##### Material for this exercise #####

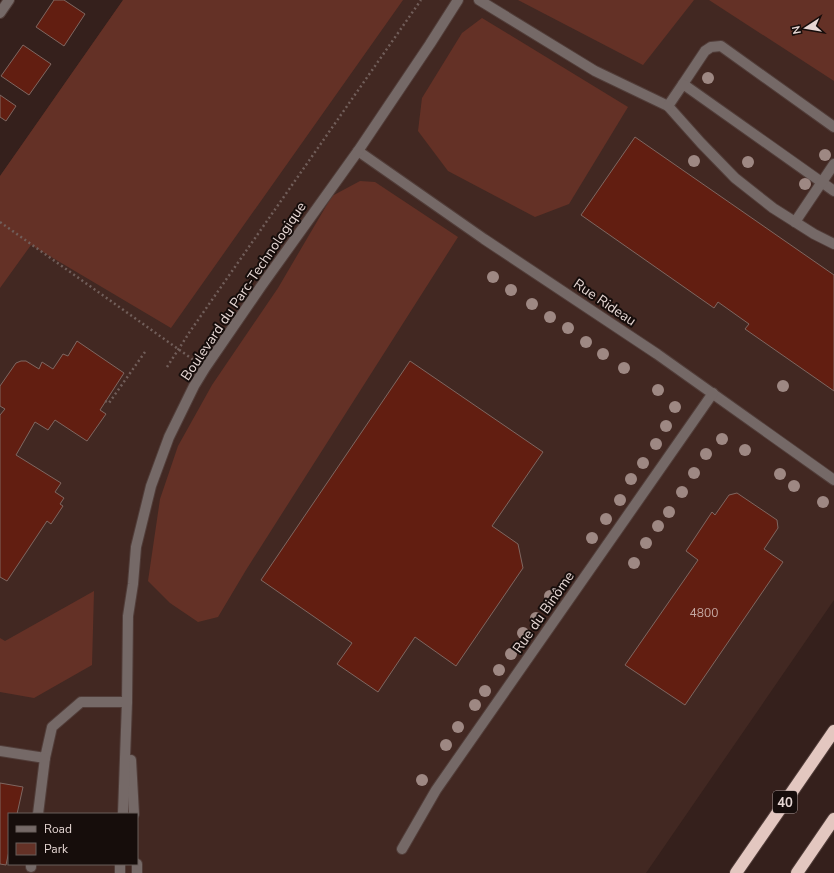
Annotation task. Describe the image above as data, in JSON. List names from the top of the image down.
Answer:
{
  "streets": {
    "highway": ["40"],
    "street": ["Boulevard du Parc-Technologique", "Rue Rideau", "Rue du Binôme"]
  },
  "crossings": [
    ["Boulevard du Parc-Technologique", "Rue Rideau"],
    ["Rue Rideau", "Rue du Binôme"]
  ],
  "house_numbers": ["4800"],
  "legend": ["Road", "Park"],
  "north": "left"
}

#####
##### Material for this exercise #####

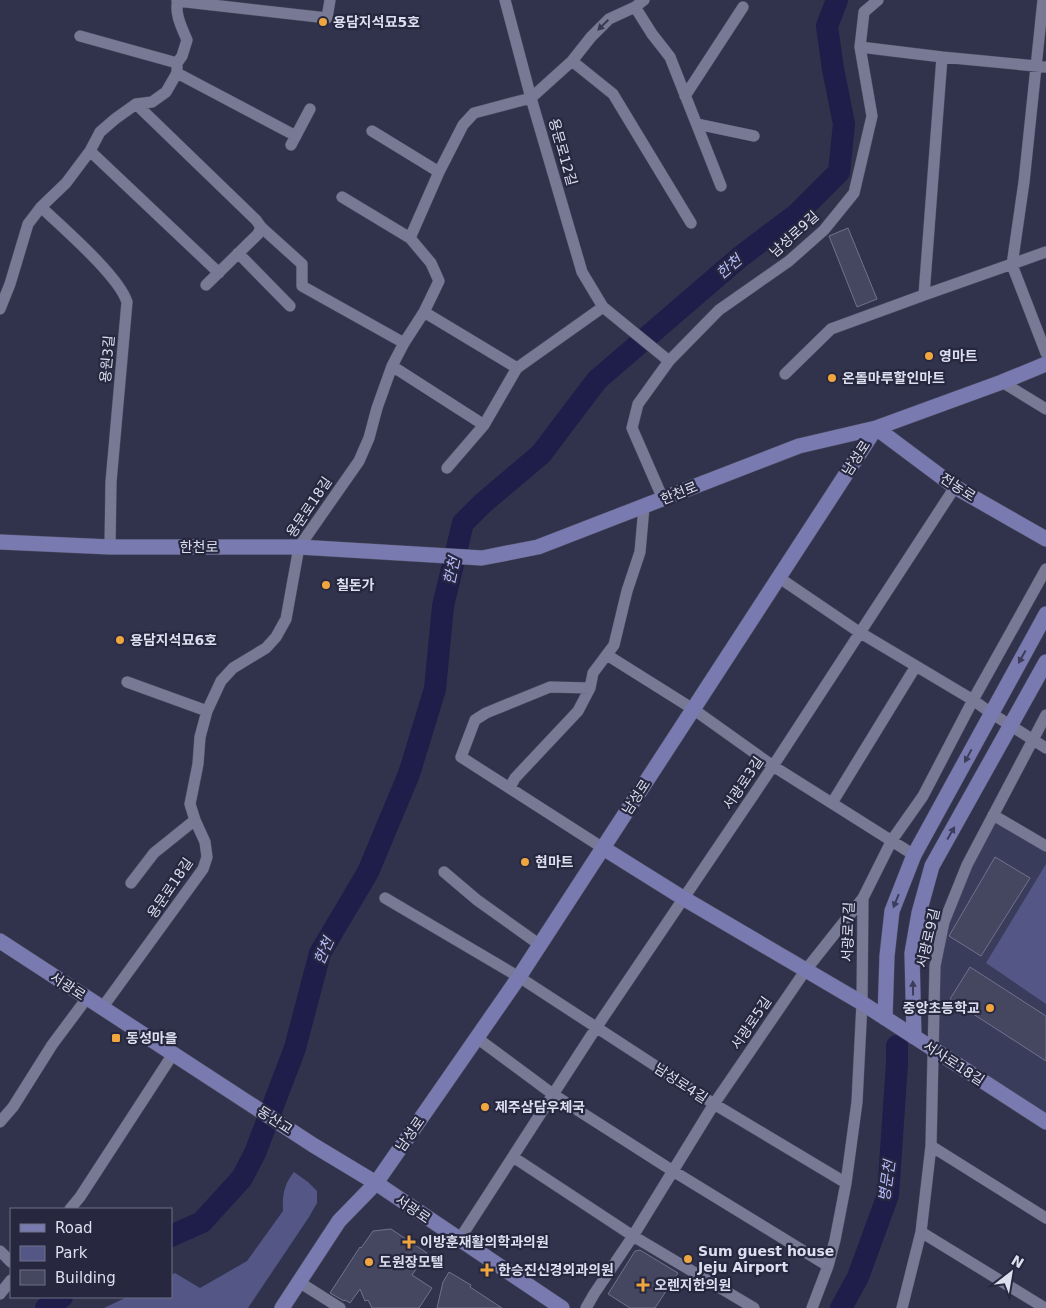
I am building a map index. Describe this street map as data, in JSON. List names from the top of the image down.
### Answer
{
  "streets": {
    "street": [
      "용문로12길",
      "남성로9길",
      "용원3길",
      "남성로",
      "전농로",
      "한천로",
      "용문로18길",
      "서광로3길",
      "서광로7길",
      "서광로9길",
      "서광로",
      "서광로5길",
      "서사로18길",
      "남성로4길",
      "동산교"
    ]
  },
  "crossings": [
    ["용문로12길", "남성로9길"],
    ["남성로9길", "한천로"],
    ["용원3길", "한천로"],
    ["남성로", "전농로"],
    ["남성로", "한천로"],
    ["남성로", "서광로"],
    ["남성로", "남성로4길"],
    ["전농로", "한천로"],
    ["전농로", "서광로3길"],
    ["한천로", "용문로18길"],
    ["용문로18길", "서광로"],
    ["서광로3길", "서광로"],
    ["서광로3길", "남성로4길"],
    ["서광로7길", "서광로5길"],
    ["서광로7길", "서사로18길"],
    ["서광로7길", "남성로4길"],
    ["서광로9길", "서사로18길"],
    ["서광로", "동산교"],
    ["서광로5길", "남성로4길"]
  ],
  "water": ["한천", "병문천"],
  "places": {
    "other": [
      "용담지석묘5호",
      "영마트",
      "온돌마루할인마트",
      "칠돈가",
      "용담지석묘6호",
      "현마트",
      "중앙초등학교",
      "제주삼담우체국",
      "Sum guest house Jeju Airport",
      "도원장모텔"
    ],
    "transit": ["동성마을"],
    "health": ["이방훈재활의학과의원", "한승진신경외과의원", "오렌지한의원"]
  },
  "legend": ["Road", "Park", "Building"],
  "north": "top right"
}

#####

A line counts if it includes the string "from". State how many such lines the entries have, with no other text.

- **Exercise answer**: 2